RELATED APPLICATION DATA

The instant application claims priority to prior provisional application No. 60/865,654, filed Nov. 14, 2006, still pending.

TECHNICAL FIELD

This invention relates to the field of synchronizing overlay video signals with a television video signal feed, in order to allow the overlay video signals to be mixed with the television video signal feed at specific time intervals.

BACKGROUND

Recent formats of television programs provide the viewer with the ability to get more information about what the viewer is watching or what is being advertised, along with the ability to buy it. In addition, some formats incorporate polls, questions, comments, and other forms of audience response back into the program. Often, the information itself or how to obtain the information as well as the invitation to participate in polls and the like are presented by inserting overlays into the television picture. These overlays, possibly adapted to the current circumstances, need to be inserted into the television picture at the appropriate time intervals of the program. This is especially necessary if, for example, the program is broadcast in various broadcasting areas in different time zones or if the program is repeated. In order to insert the overlays into the television picture at specific time intervals of the program, overlay video signals must be synchronized with a television video signal feed such that the overlay video signals are mixed with the television video signal feed at the proper time intervals.

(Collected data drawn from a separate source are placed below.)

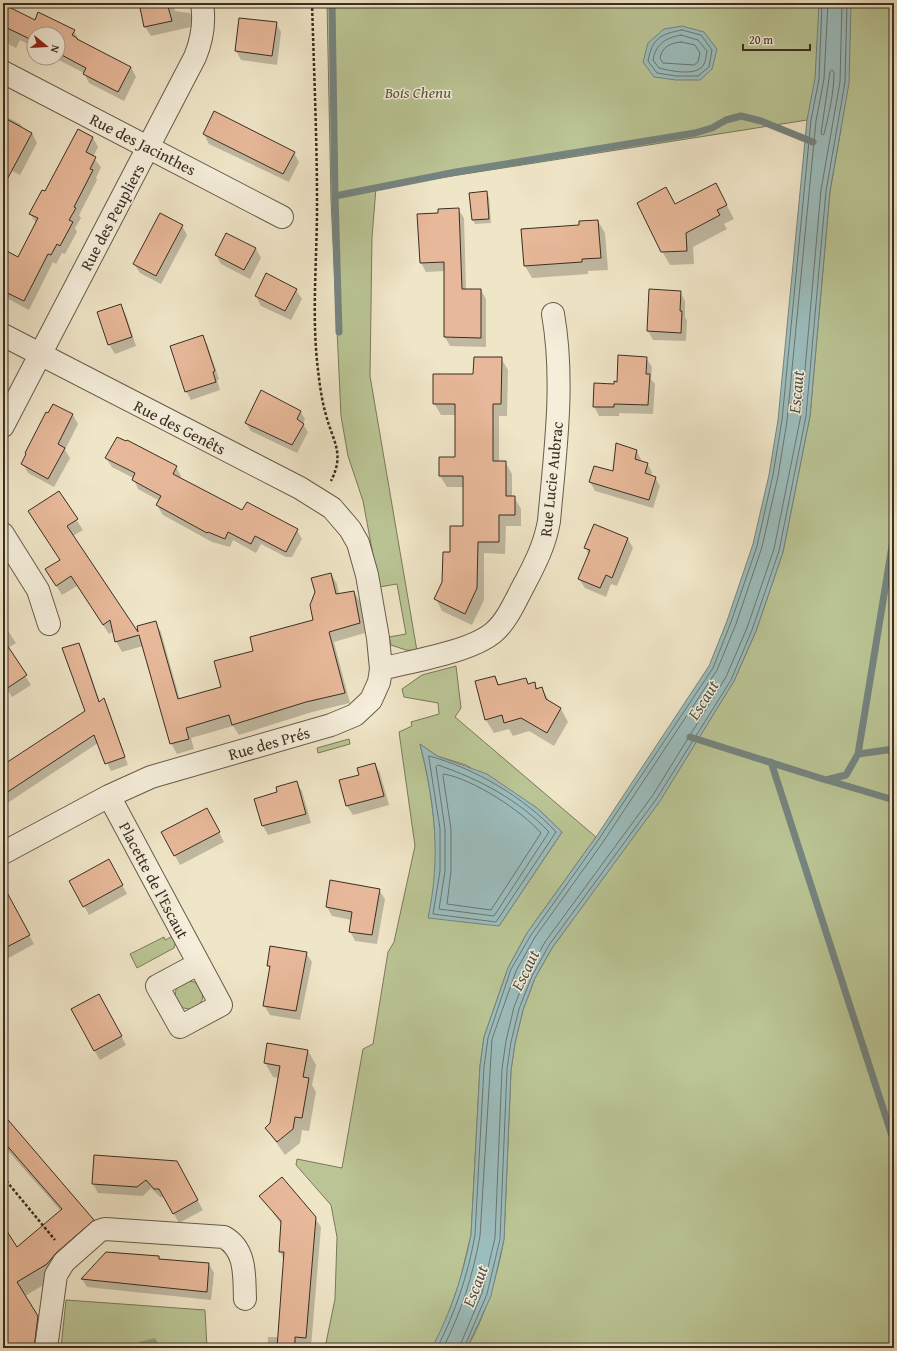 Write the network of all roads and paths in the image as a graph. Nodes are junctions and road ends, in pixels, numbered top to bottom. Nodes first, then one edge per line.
1 (202, 3) edge
2 (312, 3) edge
3 (3, 72) edge
4 (148, 147) junction
5 (282, 217) dead end
6 (553, 314) dead end
7 (3, 335) edge
8 (40, 355) junction
9 (3, 426) edge
10 (314, 496) junction
11 (350, 529) joint
12 (3, 534) edge
13 (49, 624) dead end
14 (381, 669) junction
15 (109, 796) junction
16 (3, 853) edge
17 (198, 964) dead end
18 (3, 1177) edge
19 (69, 1258) junction
20 (245, 1299) dead end
21 (46, 1348) edge

1 - 4 street, Rue des Peupliers
2 - 10 path
3 - 4 street, Rue des Jacinthes
4 - 5 street, Rue des Jacinthes
4 - 8 street, Rue des Peupliers
6 - 14 street, Rue Lucie Aubrac
7 - 8 street, Rue des Genêts
8 - 9 street, Rue des Peupliers
8 - 10 street, Rue des Genêts
10 - 11 street, Rue des Genêts
11 - 14 street, Rue des Prés
12 - 13 street
14 - 15 street, Rue des Prés
15 - 16 street, Rue des Prés
15 - 17 street, Placette de l'Escaut
18 - 19 path
19 - 20 street
19 - 21 street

Often the additional information or the polls and the like are provided by external suppliers so that systems of the external suppliers need to be synchronized with systems of the television stations. Unfortunately, no universal interface definition for accessing timing information of the television video signal feed exists. Furthermore, television stations' systems and scheduling software differ at least slightly from each other.

Accordingly, it is desirable and highly advantageous to have an avenue to synchronize overlay video signals with a television video signal feed, in order to allow the overlay video signals to be mixed with the television video signal feed at specific time intervals.

SUMMARY OF THE INVENTION

Therefore, an aspect of the present invention is to provide a method, computer program product and system which allow overlay video signals to be synchronized with a television video signal feed such that the overlay video signals are mixed with the television video signal feed at the proper time intervals by using a synchronization signal which is encoded into the closed caption line of the television video signal feed.

The synchronization signal is indicative of the timing of the television video signal feed and is readable during playout of the television video signal feed in order to provide a reference for mixing overlay video signals with the television video signal feed.

According to an embodiment of the present invention, synchronizing overlay video signals with a television video signal feed comprises the actions of encoding a synchronization signal into the closed caption line of the television video signal feed during or after production of the television video signal feed, reading the synchronization signal during playout of the television video signal feed, and mixing overlay video signals with the television video signal feed based on the synchronization signal.

The synchronization signal is encoded into the closed caption line of the television video signal feed. The closed caption line is normally used for subtitles and belongs to the group of lines of the television video signal feed which are not used for the active picture area, i.e., the actual television picture. Most of these lines get filtered out of the original television video signal feed during compression when, for example, the television video signal feed is sent over a satellite. The active picture area can also be compressed, e.g., as MPEG-2. However, the closed caption line is preserved in almost every broadcast chain so that the synchronization signal encoded into the closed caption line remains unchanged and accessible during the broadcast process.

The closed caption line contains, among others, the fields C1-C4 and T1-T4. The synchronization signal can be encoded into each of these fields and it is selectable which field is used. This allows selecting a field of the closed caption line which is not used by another application, and which has the highest priority so that the accuracy of the synchronization signal is ensured.

The synchronization signal is preferably encoded into the closed caption line of the produced television video signal feed in a post-production step. Normally, the produced television video signal feed is recorded on tape or any other appropriate data storing medium and the synchronization signal is encoded into the closed caption line after the production of the television video signal feed. Alternatively, the encoding of the synchronization signal into the closed caption line is done during the production of the television video signal feed.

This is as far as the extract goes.